(Given entries begins)

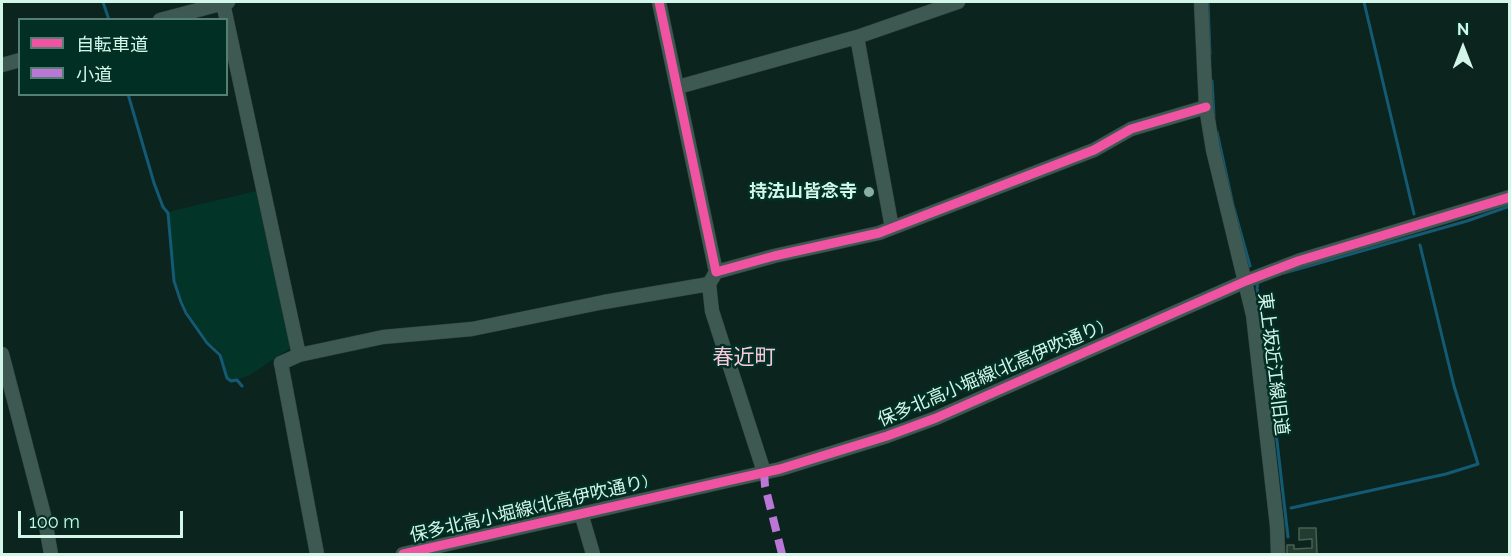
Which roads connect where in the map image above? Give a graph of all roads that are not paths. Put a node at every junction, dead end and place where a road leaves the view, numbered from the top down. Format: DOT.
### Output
graph roads {
  1 [pos="226,2"];
  2 [pos="659,2"];
  3 [pos="958,2"];
  4 [pos="1201,2"];
  5 [pos="167,18"];
  6 [pos="857,37"];
  7 [pos="18,61"];
  8 [pos="2,65"];
  9 [pos="678,87"];
  10 [pos="1206,107"];
  11 [pos="1509,197"];
  12 [pos="892,228"];
  13 [pos="713,278"];
  14 [pos="1246,281"];
  15 [pos="2,354"];
  16 [pos="299,355"];
  17 [pos="764,472"];
  18 [pos="581,513"];
  19 [pos="51,555"];
  20 [pos="317,555"];
  21 [pos="403,555"];
  22 [pos="593,555"];
  23 [pos="1278,555"];
  1 -- 5 [label="street"];
  1 -- 16 [label="street"];
  2 -- 9 [label="street"];
  3 -- 6 [label="street"];
  4 -- 10 [label="street, 東上坂近江線旧道"];
  6 -- 9 [label="street"];
  6 -- 12 [label="street"];
  7 -- 8 [label="street"];
  9 -- 13 [label="street"];
  10 -- 12 [label="street"];
  10 -- 14 [label="street, 東上坂近江線旧道"];
  11 -- 14 [label="street, 保多北高小堀線(北高伊吹通り)"];
  12 -- 13 [label="street"];
  13 -- 16 [label="street"];
  13 -- 17 [label="street"];
  14 -- 17 [label="street, 保多北高小堀線(北高伊吹通り)"];
  14 -- 23 [label="street, 東上坂近江線旧道"];
  15 -- 19 [label="street"];
  16 -- 20 [label="street"];
  17 -- 18 [label="street, 保多北高小堀線(北高伊吹通り)"];
  18 -- 21 [label="street, 保多北高小堀線(北高伊吹通り)"];
  18 -- 22 [label="street"];
}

(Given entries ends)

* What the task asks *
All lines in the records above that contain "roads" are to be reported.

* Answer *
Which roads connect where in the map image above? Give a graph of all roads that are not paths. Put a node at every junction, dead end and place where a road leaves the view, numbered from the top down. Format: DOT.
graph roads {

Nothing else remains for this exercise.